Radiomics features predicts the survival in LBCL and PCNSL
Finally, we applied a complementary approach using a neural network to automatically segment all the cells within each patch and then extract a broad range of radiomics features in each cell. The results were scaled and averaged per patient and were used to assess different PLS Cox models. For PSL cohort, we obtained a C-index of 0.73 (std 0.03) by taking only clinical features (KPS, age and gender). By taking only radiomics features, a C-index of 0.97 (std 0.01) was obtained; with all the features (clinical and radiomics), the C-index was 0.98 (std 0.01), Figure 5A. We confirmed our results in an independent PCNSL cohort from Barcelona (we obtained the respectively C-indexes for clinical features only (ECOG, age and gender), radiomics features and all the features of 0.68 (std 0.06), 0.98 (std 0.01) and 0.99 (std 0.01), Figure 5A. We generalized our results in systemic LBCL in three different datasets. For Rouen dataset, we obtained a C-index of 0.60 (std 0.08) for clinical features (GC status and age) and C-indexes of 0.96 (std 0.02) for radiomics features only and all features, Figure 5A. For DLBCL-Morph dataset, we obtained a C-index of 0.64 (std 0.05) for clinical features (GC status, RIPI score and age), 0.97 (std 0.01) for radiomics features and 0.98 (std 0.01) for all features, Figure 5A. Finally, for TCGA dataset, we obtained respectively C-index of 0.55 (std 0.14) (age and gender), 0.96 (std 0.02) and 0.96 (std 0.02), Figure 5A.
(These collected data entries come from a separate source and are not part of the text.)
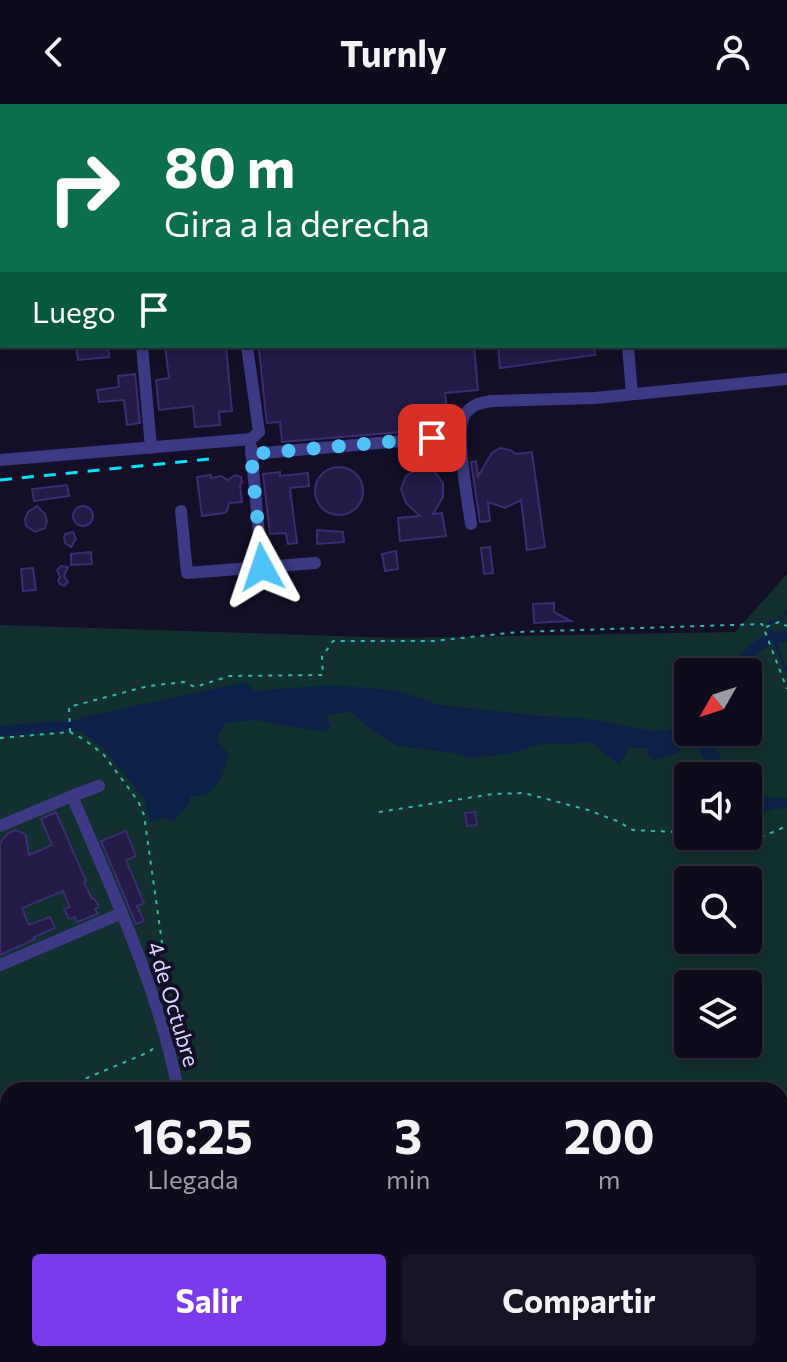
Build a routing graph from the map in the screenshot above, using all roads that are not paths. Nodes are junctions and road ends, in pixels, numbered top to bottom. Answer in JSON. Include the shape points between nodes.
{"nodes":[{"id":1,"x":142,"y":348,"type":"edge"},
{"id":2,"x":247,"y":348,"type":"edge"},
{"id":3,"x":628,"y":348,"type":"edge"},
{"id":4,"x":787,"y":379,"type":"edge"},
{"id":5,"x":632,"y":394,"type":"junction"},
{"id":6,"x":460,"y":436,"type":"junction"},
{"id":7,"x":251,"y":439,"type":"junction"},
{"id":8,"x":151,"y":448,"type":"junction"},
{"id":9,"x":251,"y":454,"type":"junction"},
{"id":10,"x":0,"y":460,"type":"edge"},
{"id":11,"x":181,"y":511,"type":"dead end"},
{"id":12,"x":471,"y":524,"type":"dead end"},
{"id":13,"x":315,"y":563,"type":"dead end"},
{"id":14,"x":262,"y":567,"type":"junction"},
{"id":15,"x":99,"y":786,"type":"dead end"},
{"id":16,"x":72,"y":796,"type":"junction"},
{"id":17,"x":0,"y":826,"type":"edge"},
{"id":18,"x":122,"y":913,"type":"junction"},
{"id":19,"x":0,"y":965,"type":"edge"},
{"id":20,"x":176,"y":1082,"type":"edge"}],
"edges":[{"from":1,"to":8,"type":"street"},
{"from":2,"to":7,"type":"street","via":[[259,432]]},
{"from":3,"to":5,"type":"street"},
{"from":4,"to":5,"type":"street"},
{"from":5,"to":6,"type":"street","via":[[474,405],[464,417]]},
{"from":6,"to":9,"type":"street"},
{"from":6,"to":12,"type":"street"},
{"from":7,"to":8,"type":"street"},
{"from":7,"to":9,"type":"street"},
{"from":8,"to":10,"type":"street"},
{"from":9,"to":14,"type":"street"},
{"from":11,"to":14,"type":"street","via":[[187,573]]},
{"from":13,"to":14,"type":"street"},
{"from":15,"to":16,"type":"street"},
{"from":16,"to":17,"type":"street"},
{"from":16,"to":18,"type":"street","name":"4 de Octubre"},
{"from":18,"to":19,"type":"street"},
{"from":18,"to":20,"type":"street","name":"4 de Octubre","via":[[159,1013]]}]}
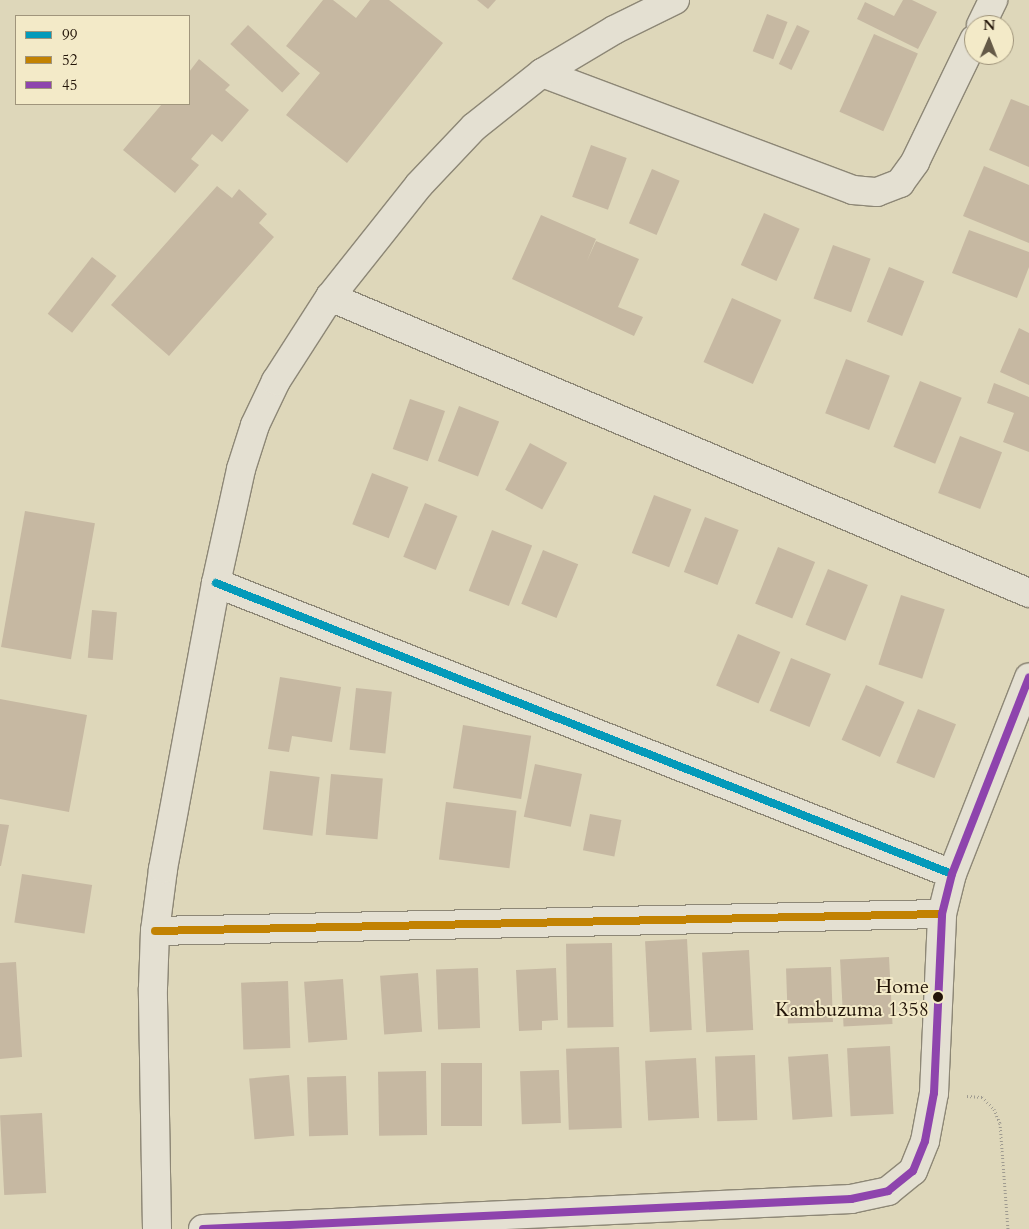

The weight of each PLS Cox component was represented according to the 4 clusters of PCNSL, Figure 5B and Figure S4A. All the PLS Cox components were enriched with a broad range of different radiomics features, but there was an overrepresentation of wavelet transformed radiomics within the most relevant ones, Figure 5C and Figure S4B. Interestingly, the 15 PLS Cox components were statistically significant in the PLS Cox multivariate analysis as shown in the forestplot, Figure 6A. Finally, to deepen in the interpretability of these PLS Cox components, we have correlated them with the immune cell deconvolution obtained from bulk RNA-seq. Interestingly, the component 1 was strongly positively correlated with CD4 T cell infiltration and negatively with NK cells and CD8, Figure 6B. Inversely, component 2 was positively correlated with CD8 T cell infiltration, among others, Figure 6B. These results suggest that our cell-based radiomic analysis may capture the different TME network associations and their impact on PCNSL.